→ Instructions for the task
Select every line below containing the word "symbols".

┄┄┄┄┄┄┄┄┄┄┄┄┄┄┄┄┄┄┄┄

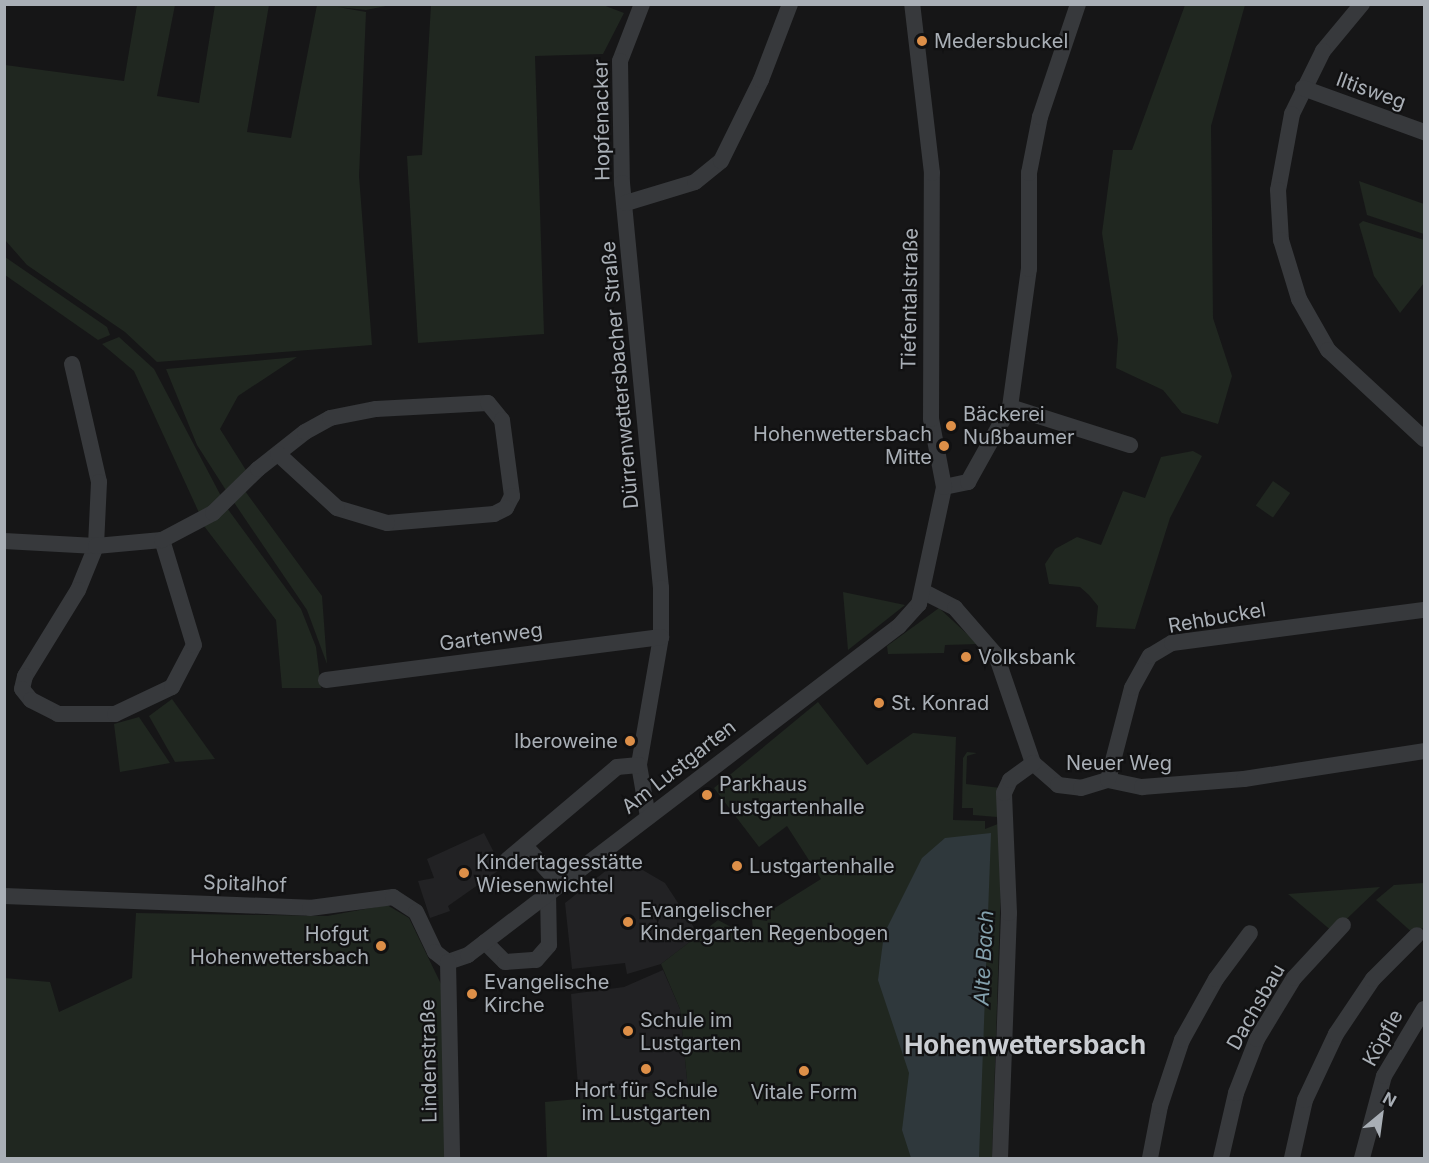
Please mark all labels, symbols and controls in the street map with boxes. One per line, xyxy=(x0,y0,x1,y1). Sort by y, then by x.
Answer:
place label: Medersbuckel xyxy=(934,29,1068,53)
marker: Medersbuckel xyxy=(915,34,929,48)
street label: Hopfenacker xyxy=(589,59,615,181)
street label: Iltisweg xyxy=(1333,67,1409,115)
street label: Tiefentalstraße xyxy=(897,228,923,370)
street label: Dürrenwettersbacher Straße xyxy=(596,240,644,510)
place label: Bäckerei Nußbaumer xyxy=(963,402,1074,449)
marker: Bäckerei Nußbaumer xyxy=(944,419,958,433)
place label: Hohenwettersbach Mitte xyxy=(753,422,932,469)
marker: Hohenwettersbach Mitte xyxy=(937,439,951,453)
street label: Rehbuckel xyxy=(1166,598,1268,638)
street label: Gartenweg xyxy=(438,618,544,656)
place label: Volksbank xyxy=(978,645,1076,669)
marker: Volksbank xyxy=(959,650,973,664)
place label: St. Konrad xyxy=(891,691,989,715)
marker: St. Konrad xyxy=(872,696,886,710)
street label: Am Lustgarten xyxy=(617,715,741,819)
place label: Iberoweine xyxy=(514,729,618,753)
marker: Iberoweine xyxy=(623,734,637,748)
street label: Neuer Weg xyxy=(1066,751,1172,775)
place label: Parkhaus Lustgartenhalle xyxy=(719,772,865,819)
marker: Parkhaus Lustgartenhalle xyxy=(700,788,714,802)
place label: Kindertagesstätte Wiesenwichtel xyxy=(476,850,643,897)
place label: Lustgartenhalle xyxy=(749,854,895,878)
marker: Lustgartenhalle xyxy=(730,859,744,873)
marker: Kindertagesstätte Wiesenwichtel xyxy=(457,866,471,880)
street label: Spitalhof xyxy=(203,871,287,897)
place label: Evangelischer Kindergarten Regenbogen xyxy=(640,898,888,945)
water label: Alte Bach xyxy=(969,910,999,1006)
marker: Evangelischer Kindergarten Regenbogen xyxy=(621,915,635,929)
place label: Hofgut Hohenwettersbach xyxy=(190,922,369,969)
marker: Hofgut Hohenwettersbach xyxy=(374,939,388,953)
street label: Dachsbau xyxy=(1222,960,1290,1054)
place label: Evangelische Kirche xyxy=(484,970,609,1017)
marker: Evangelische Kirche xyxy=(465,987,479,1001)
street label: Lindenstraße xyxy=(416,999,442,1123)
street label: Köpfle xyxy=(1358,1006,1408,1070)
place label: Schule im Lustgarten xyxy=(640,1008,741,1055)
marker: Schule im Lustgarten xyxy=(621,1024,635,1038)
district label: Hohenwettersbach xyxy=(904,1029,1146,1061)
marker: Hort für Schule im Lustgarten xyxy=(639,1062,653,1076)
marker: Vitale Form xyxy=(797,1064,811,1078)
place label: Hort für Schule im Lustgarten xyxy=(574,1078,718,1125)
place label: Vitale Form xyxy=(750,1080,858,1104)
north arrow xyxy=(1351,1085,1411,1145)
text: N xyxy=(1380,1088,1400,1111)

┄┄┄┄┄┄┄┄┄┄┄┄┄┄┄┄┄┄┄┄

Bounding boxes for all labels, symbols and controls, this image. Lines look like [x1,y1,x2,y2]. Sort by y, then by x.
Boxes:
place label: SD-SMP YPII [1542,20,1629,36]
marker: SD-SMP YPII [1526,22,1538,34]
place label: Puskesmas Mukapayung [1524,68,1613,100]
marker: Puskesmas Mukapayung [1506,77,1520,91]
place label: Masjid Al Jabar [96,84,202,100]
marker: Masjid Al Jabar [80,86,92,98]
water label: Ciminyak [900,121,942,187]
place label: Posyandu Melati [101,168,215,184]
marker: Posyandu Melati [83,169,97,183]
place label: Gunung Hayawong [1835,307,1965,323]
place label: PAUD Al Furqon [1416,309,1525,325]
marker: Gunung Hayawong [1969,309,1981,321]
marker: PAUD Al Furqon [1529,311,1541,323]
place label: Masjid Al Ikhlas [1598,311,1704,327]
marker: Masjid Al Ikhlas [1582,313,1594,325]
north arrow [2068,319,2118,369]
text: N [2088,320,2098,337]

┄┄┄┄┄┄┄┄┄┄┄┄┄┄┄┄┄┄┄┄

→ Answer box
Please mark all labels, symbols and controls in the street map with boxes. One per line, xyxy=(x0,y0,x1,y1). Sort by y, then by x.
Bounding boxes for all labels, symbols and controls, this image. Lines look like [x1,y1,x2,y2]. Sort by y, then by x.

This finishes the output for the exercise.